I'm looking for advice from professional chefs about how I can improve myself so I can become a better chef. I don't need cooking advice as I know I'm still at the bottom and just breaking the crust of what there is to learn, and I know I can cook at or above the level that's expected of me at this point, and know all the chefs over me enjoy having me on their team and think I'm going to go far. What I struggle with is my mind. My main problems are self-confidence/worrying, and keeping my anger in check. I get really worked up about situations where I know I'm getting thrown in the deep end, like going to a station in a restaurant I'm not familiar with, or having to suddenly run something alone when I usually have a partner/lead cook with me. My mind runs wild with everything that could go wrong and it can stop me from doing the good job I know I'm capable of. Also, I tend to get frustrated quick and keep it all inside until I end up snapping really bad on one person who happened to be the last straw.
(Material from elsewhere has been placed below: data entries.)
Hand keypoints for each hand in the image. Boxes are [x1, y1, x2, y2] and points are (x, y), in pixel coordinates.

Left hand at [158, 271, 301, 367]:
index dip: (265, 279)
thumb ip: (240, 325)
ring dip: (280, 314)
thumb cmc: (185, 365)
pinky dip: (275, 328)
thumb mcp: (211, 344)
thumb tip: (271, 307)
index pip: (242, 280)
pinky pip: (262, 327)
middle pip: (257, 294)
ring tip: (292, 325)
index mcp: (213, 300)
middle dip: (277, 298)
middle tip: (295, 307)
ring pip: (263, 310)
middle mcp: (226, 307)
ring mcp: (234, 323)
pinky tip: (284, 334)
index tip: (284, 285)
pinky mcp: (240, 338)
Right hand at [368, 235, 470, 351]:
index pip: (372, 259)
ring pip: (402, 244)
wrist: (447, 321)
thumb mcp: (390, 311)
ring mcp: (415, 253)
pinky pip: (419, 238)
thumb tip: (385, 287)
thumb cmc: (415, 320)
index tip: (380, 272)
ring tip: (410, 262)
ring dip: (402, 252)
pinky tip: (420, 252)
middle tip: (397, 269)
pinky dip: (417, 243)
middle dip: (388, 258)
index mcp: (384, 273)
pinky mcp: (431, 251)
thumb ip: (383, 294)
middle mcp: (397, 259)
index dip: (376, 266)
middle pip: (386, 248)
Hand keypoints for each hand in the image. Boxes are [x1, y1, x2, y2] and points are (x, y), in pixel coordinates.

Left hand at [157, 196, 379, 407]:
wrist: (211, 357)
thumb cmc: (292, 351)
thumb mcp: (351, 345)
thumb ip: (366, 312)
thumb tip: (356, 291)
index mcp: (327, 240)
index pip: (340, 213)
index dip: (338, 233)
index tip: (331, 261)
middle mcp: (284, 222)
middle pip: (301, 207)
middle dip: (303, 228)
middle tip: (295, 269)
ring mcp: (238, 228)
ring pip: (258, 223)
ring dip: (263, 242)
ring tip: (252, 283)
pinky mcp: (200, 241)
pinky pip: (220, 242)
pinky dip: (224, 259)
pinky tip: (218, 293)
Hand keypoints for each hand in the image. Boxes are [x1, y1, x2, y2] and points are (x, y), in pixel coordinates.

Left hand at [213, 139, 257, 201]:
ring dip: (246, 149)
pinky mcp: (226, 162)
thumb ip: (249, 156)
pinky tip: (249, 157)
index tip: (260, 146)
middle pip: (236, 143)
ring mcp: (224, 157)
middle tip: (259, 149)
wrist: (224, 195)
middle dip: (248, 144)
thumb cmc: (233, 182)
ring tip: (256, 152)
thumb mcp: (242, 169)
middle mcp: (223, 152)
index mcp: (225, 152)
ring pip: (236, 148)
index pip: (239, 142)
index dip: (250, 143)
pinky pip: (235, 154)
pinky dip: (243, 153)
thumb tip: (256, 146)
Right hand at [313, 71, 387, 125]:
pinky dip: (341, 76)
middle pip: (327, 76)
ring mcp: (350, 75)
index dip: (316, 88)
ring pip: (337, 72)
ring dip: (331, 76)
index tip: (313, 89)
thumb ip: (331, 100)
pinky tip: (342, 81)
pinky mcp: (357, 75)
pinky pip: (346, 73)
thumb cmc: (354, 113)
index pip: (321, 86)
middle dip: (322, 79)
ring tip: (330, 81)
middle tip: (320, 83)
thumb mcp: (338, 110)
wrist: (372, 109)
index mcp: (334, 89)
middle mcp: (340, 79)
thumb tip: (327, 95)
I would like to start breaking myself of these habits now so as I rise up the ladder and learn, I'm not growing or keeping bad habits that will be harder to break once I'm in charge of other cooks.

Any and all advice about staying calm during go time would be greatly appreciated!


----------



## Iceman (Jan 4, 2011)

Jim Beam ... Marlbouro Reds ... Bandaids ... and Bactine.


----------



## chefbillyb (Feb 8, 2009)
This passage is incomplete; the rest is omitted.